Christmas Advice from the Great and the Good

Magazine article The Spectator

Christmas Advice from the Great and the Good

Article excerpt

Friends of The Spectator share their favourite Christmas rituals - and tips on what to avoid

Clare Balding

I love a good walk on Boxing Day followed by watching the racing at Kempton. Avoid the internet. Be present in the moment, enjoying time with family rather than being distracted by online conversations.

Alain de Botton

My favourite ritual is reminding everyone involved that we will, of course, be having a sad and tense Christmas; there will be arguments, frustration, bitterness and barely suppressed longings to be elsewhere with other (better, more interesting) people. The food will be mediocre or, if tasty, will exact such passive-aggressive retribution from those who made it that it would have been better to have a sandwich. The children's presents will be a sickening reminder of materialism and everyone's inability to be happy without a screen. With expectations thus reduced, the chances of spending a really quite pleasant time will increase markedly. For a successful Christmas (or life), avoid hope.

David Cameron

On Christmas morning, we all open Santa's offerings together. So all three children and two adults are in bed together, opening our stockings.

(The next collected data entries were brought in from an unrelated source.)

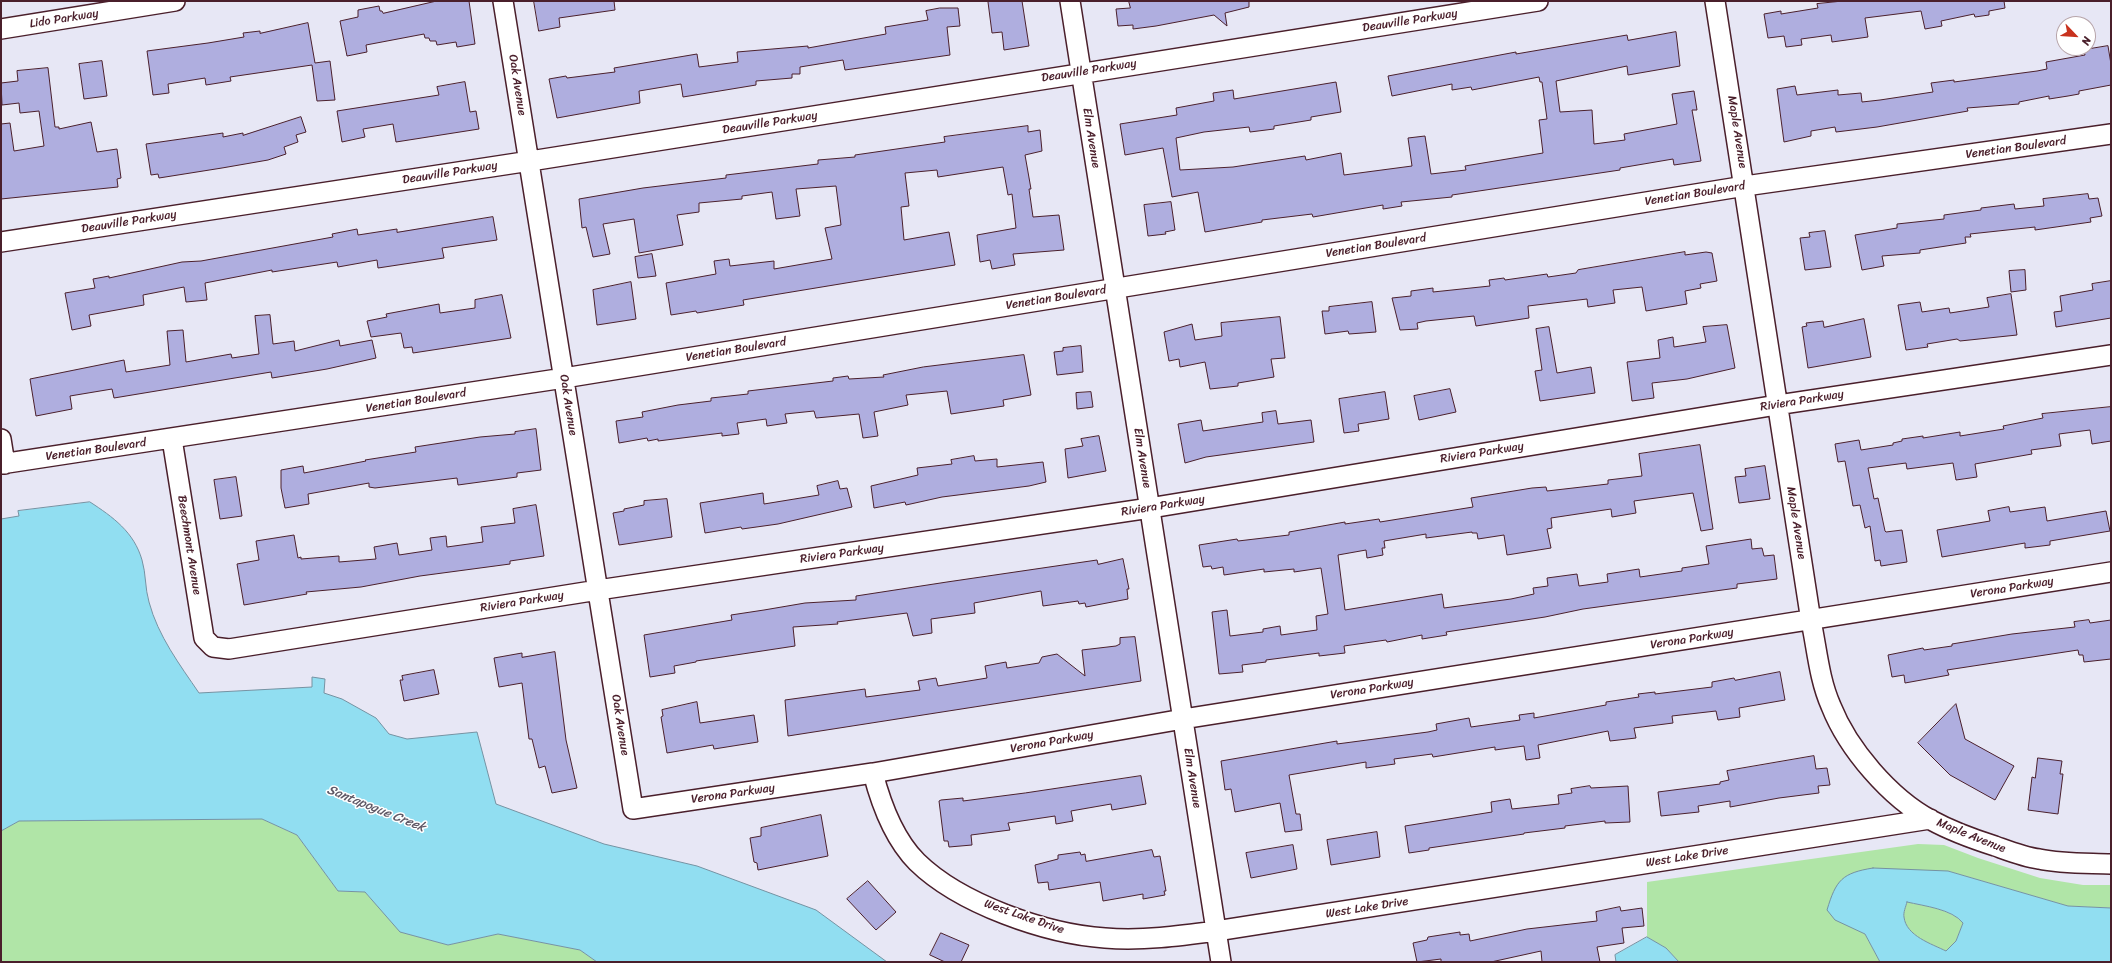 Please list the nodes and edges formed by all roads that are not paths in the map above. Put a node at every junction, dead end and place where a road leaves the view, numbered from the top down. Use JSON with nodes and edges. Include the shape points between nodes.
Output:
{"nodes":[{"id":1,"x":175,"y":1,"type":"edge"},
{"id":2,"x":503,"y":1,"type":"edge"},
{"id":3,"x":1070,"y":1,"type":"edge"},
{"id":4,"x":1538,"y":1,"type":"edge"},
{"id":5,"x":1715,"y":1,"type":"edge"},
{"id":6,"x":1,"y":29,"type":"edge"},
{"id":7,"x":1081,"y":73,"type":"junction"},
{"id":8,"x":2111,"y":134,"type":"edge"},
{"id":9,"x":529,"y":161,"type":"junction"},
{"id":10,"x":1745,"y":186,"type":"junction"},
{"id":11,"x":1,"y":242,"type":"edge"},
{"id":12,"x":1115,"y":289,"type":"junction"},
{"id":13,"x":2111,"y":355,"type":"edge"},
{"id":14,"x":564,"y":378,"type":"junction"},
{"id":15,"x":1777,"y":405,"type":"junction"},
{"id":16,"x":172,"y":439,"type":"junction"},
{"id":17,"x":1,"y":440,"type":"edge"},
{"id":18,"x":3,"y":464,"type":"edge"},
{"id":19,"x":1150,"y":508,"type":"junction"},
{"id":20,"x":2111,"y":572,"type":"edge"},
{"id":21,"x":598,"y":590,"type":"junction"},
{"id":22,"x":1811,"y":620,"type":"junction"},
{"id":23,"x":213,"y":647,"type":"joint"},
{"id":24,"x":1183,"y":719,"type":"junction"},
{"id":25,"x":873,"y":773,"type":"junction"},
{"id":26,"x":633,"y":809,"type":"joint"},
{"id":27,"x":1930,"y":819,"type":"junction"},
{"id":28,"x":2111,"y":864,"type":"edge"},
{"id":29,"x":1216,"y":931,"type":"junction"},
{"id":30,"x":1221,"y":962,"type":"edge"}],
"edges":[{"from":1,"to":6,"type":"street","name":"Lido Parkway"},
{"from":2,"to":9,"type":"street","name":"Oak Avenue"},
{"from":3,"to":7,"type":"street","name":"Elm Avenue"},
{"from":4,"to":7,"type":"street","name":"Deauville Parkway"},
{"from":5,"to":10,"type":"street","name":"Maple Avenue"},
{"from":7,"to":9,"type":"street","name":"Deauville Parkway"},
{"from":7,"to":12,"type":"street","name":"Elm Avenue"},
{"from":8,"to":10,"type":"street","name":"Venetian Boulevard"},
{"from":9,"to":11,"type":"street","name":"Deauville Parkway"},
{"from":9,"to":14,"type":"street","name":"Oak Avenue"},
{"from":10,"to":12,"type":"street","name":"Venetian Boulevard"},
{"from":10,"to":15,"type":"street","name":"Maple Avenue"},
{"from":12,"to":14,"type":"street","name":"Venetian Boulevard"},
{"from":12,"to":19,"type":"street","name":"Elm Avenue"},
{"from":13,"to":15,"type":"street","name":"Riviera Parkway"},
{"from":14,"to":16,"type":"street","name":"Venetian Boulevard"},
{"from":14,"to":21,"type":"street","name":"Oak Avenue"},
{"from":15,"to":19,"type":"street","name":"Riviera Parkway"},
{"from":15,"to":22,"type":"street","name":"Maple Avenue"},
{"from":16,"to":18,"type":"street","name":"Venetian Boulevard"},
{"from":16,"to":23,"type":"street","name":"Beechmont Avenue","via":[[204,638]]},
{"from":17,"to":18,"type":"street"},
{"from":19,"to":21,"type":"street","name":"Riviera Parkway"},
{"from":19,"to":24,"type":"street","name":"Elm Avenue"},
{"from":20,"to":22,"type":"street","name":"Verona Parkway"},
{"from":21,"to":23,"type":"street","name":"Riviera Parkway","via":[[229,649]]},
{"from":21,"to":26,"type":"street","name":"Oak Avenue"},
{"from":22,"to":24,"type":"street","name":"Verona Parkway"},
{"from":22,"to":27,"type":"street","name":"Maple Avenue","via":[[1822,682],[1841,728],[1854,748],[1884,783],[1914,810]]},
{"from":24,"to":25,"type":"street","name":"Verona Parkway"},
{"from":24,"to":29,"type":"street","name":"Elm Avenue"},
{"from":25,"to":26,"type":"street","name":"Verona Parkway"},
{"from":25,"to":29,"type":"street","name":"West Lake Drive","via":[[880,800],[887,814],[903,844],[917,861],[941,881],[985,904],[1039,925],[1104,938],[1164,938]]},
{"from":27,"to":28,"type":"street","name":"Maple Avenue","via":[[1967,836],[2037,859]]},
{"from":27,"to":29,"type":"street","name":"West Lake Drive"},
{"from":29,"to":30,"type":"street","name":"Elm Avenue"}]}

I would avoid family arguments. You've got to get outside at some stage on Christmas Day and go for a walk, which helps to defuse any tensions.

Jilly Cooper

My husband Leo and I used to dream up our own Christmas cards, and I still do. One year we had three black labradors in turbans in the middle of the desert. The caption was: 'There came three wise dogs from the East, bearing bones, and being wise they ate them.'

The thing that I can dispense with at Christmas are those ghastly round-robin letters -- four pages of people telling you what they have been doing during the past 12 months. That darling bird the robin should not have his name attached to such a horror.

Niall Ferguson

Every Christmas -- or, to be precise, every Hogmanay -- all the members of the jazz band I played in at university gather together with their families at our place in Wales. We eat and drink gargantuan amounts and play music with steadily deteriorating precision. It is a wonderful way to see in the new year.

Susan Hill

A friend always has a pork pie for breakfast on Christmas Day, but I have nothing so original to offer. We do, however, always have smoked salmon for lunch and eat a turkey - with all the trimmings, naturally - in the evening.

At Christmas, never ever ever tell the truth. To the cook: 'Well, I don't think it was cooked right through.' To the child: 'You're a bit too old to believe in him still.' To the aged aunt: 'We are all sick to death of hearing about Christmas 1939. …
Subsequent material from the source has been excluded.